The Library of Fates(59)



“Peaceful, isn’t it?” I heard a voice behind me.

I turned. It was Kalyani. I hesitated for a moment, trying to decide whether to tell her that I didn’t know how to be at peace, that I didn’t know how to be myself anymore. Still, I swallowed my words, grateful for the Sybillines’ hospitality. “It’s beautiful. Like nothing I’ve ever seen. I can’t believe how secluded it is.”

Kalyani sat down next to me. She moved like a young person, with grace and strength, fluidity in her limbs. “Secluded, yes. But we really have no need for interaction with the outside world. We’re entirely self-sufficient. We build our own things, grow our own food.”

“And you mine your own chamak too.” I watched as a group of people collected the chamak from the walls and the floor of the caves, using comb-like tools to gather it, scrape it off the rock, and deposit it into bowls. “What is it, exactly? Chamak?”

“Some people here believe that it is what’s left over from Makara’s dreams. Perhaps the grit from his eyes? Me, personally, I don’t know what it is,” she said. “Anyway, after it goes through the ascetics, it eventually ends up in the hands of a few merchants who are taxed on it by the throne of the kingdom that we happen to be residing within.”

“Shalingar,” I said. “But how do you transport it out of here?”

Kalyani pointed to the flock of white birds nesting by Saaras. The birds were of different sizes, some even larger than Saaras, but many smaller. There must have been hundreds of them. A man was carefully attaching and removing tiny sacks from their feet. Some of the birds sprang up into the air, flying out of the top of the volcano.

“Mostly bar-headed geese. They’re small and sleek. They can fly at altitudes no other bird can. They’ve been trained to fly south, toward the forest where the monks take the chamak, feed them, and send them back to us with things we need.”

“Things you need?” I asked.

Kalyani shrugged. “We have no need for money. Or material things. Although sometimes they send us seeds so we can grow fruits.”

“In exchange for chamak?” I raised an eyebrow. It baffled me that the most valuable substance in the world—a material that Sikander had been willing to kill for—was being traded for seeds.

“Everyone has their own currency. Here, chamak is abundant. We harvest it during the day, and the next morning, the entire rockface is covered with it again.”

“And outside these caves, it’s liable to start wars,” I said to her before I remembered what Arjun had said in his letter. “I . . . can’t return home. My kingdom has been overthrown. I don’t know where to go now.”

“Let me show you something,” Kalyani said, getting up.

I followed her up the swirl of the rocks, and we passed by people going about their own business in their cave homes. I don’t know what I had expected of the Sybillines, exactly, but these people appeared to be no different from us.

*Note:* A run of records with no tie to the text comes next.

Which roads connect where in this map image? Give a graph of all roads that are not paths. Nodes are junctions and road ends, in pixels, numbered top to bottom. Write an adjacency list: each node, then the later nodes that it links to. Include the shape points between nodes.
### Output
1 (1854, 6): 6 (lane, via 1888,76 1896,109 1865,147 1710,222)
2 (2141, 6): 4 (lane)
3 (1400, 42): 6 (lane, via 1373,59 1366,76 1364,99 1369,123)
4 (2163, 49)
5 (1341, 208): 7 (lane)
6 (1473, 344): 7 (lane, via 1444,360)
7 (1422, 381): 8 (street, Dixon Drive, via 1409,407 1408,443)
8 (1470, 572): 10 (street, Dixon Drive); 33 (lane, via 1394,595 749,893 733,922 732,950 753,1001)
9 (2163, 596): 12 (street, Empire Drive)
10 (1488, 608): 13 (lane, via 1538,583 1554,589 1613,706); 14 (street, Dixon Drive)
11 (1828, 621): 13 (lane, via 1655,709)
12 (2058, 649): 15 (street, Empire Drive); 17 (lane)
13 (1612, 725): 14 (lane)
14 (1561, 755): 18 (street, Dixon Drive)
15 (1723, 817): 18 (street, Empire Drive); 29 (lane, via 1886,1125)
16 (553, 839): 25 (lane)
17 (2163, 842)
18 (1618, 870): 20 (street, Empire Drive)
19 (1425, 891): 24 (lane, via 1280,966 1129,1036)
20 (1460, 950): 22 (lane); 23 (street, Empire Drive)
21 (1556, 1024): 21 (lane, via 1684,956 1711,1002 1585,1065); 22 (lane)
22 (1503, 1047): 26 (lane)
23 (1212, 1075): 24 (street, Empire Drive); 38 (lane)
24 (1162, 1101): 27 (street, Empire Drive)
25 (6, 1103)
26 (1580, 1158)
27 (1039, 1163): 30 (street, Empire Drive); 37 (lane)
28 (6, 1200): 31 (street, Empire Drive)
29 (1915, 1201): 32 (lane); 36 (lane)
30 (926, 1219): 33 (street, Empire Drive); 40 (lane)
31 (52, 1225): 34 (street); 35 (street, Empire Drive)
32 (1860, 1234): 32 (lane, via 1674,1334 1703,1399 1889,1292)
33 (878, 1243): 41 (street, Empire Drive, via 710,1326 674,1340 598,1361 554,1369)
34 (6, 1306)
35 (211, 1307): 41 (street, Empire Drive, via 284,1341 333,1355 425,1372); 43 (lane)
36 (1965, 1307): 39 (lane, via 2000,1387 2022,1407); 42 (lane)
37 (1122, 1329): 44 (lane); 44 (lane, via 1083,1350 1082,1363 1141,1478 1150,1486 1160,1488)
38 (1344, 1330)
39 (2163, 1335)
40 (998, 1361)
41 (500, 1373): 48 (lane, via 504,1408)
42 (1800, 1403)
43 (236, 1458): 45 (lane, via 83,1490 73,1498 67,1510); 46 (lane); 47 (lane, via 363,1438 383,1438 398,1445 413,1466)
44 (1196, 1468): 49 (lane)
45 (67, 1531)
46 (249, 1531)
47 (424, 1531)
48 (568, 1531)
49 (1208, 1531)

A handful of them continued to harvest chamak, but most of the others were simply enjoying themselves, playing a game that resembled marbles but with pebbles made of volcanic lava, painting mandalas across the base of the volcano, or simply sitting by the lagoon near Thala, talking. Some fed birds while others hung wet fabric from clotheslines outside their caves or washed dishes in the waterfall.

“It’s lovely here,” I said. “I don’t understand why anyone would want to leave.”

“But people do leave. In fact, every moon, people leave. They wait for Makara to sleep, and off they go. Mostly the young. They want to be a part of the larger world. There’s only one condition—they’re free to leave, but they can never come back. My own children left. They must have children of their own now,” she said wistfully.

“You’ve never left this place then?” I asked.

“No one you see here ever has. We’re protectors of the Janaka Caves, of a way of life; it’s one of our primary duties in this world.”

We arrived at a cave that was so high up that looking down at the bowl made me dizzy. “I know you’ve been questioning who you are,” Kalyani said as she guided me into the cave. “This might help you understand.”

We emerged inside what appeared to be a shrine. A statue of Maya stood before me. I gasped, still struck by the resemblance. But what left me speechless were the murals around Maya. They moved and changed. There was Ananta, shrouded in mist, rain falling over Chanakya Lake. And the tall buildings and arenas of Macedon that appeared to reach the sky. There was the sun rising over the east and setting in the west.

“We’re not just protectors of the caves,” Kalyani said. “Makara might create and destroy the world. But who do you think sustains it?” she said.

My head whipped around to look at her. “So you . . . sustain it? Not Makara?”

“This is how the Earth speaks with us,” she told me. She touched the mural of Ananta, and slowly, the rain stopped, and the sun peeked out from behind the clouds. “It’s what we’ve been doing for years.” She touched another wall where snow was falling over a landscape. All of a sudden, the snow halted.

“Come outside with me,” she said.

We stepped outside the cave, and the sight before me left me speechless. Across the surface of the caves, the chamak moved and glistened into images of the outside world. There were projections of children being born, couples falling in love, elderly men and women on canes, crossing streets, children laughing, enemies fighting.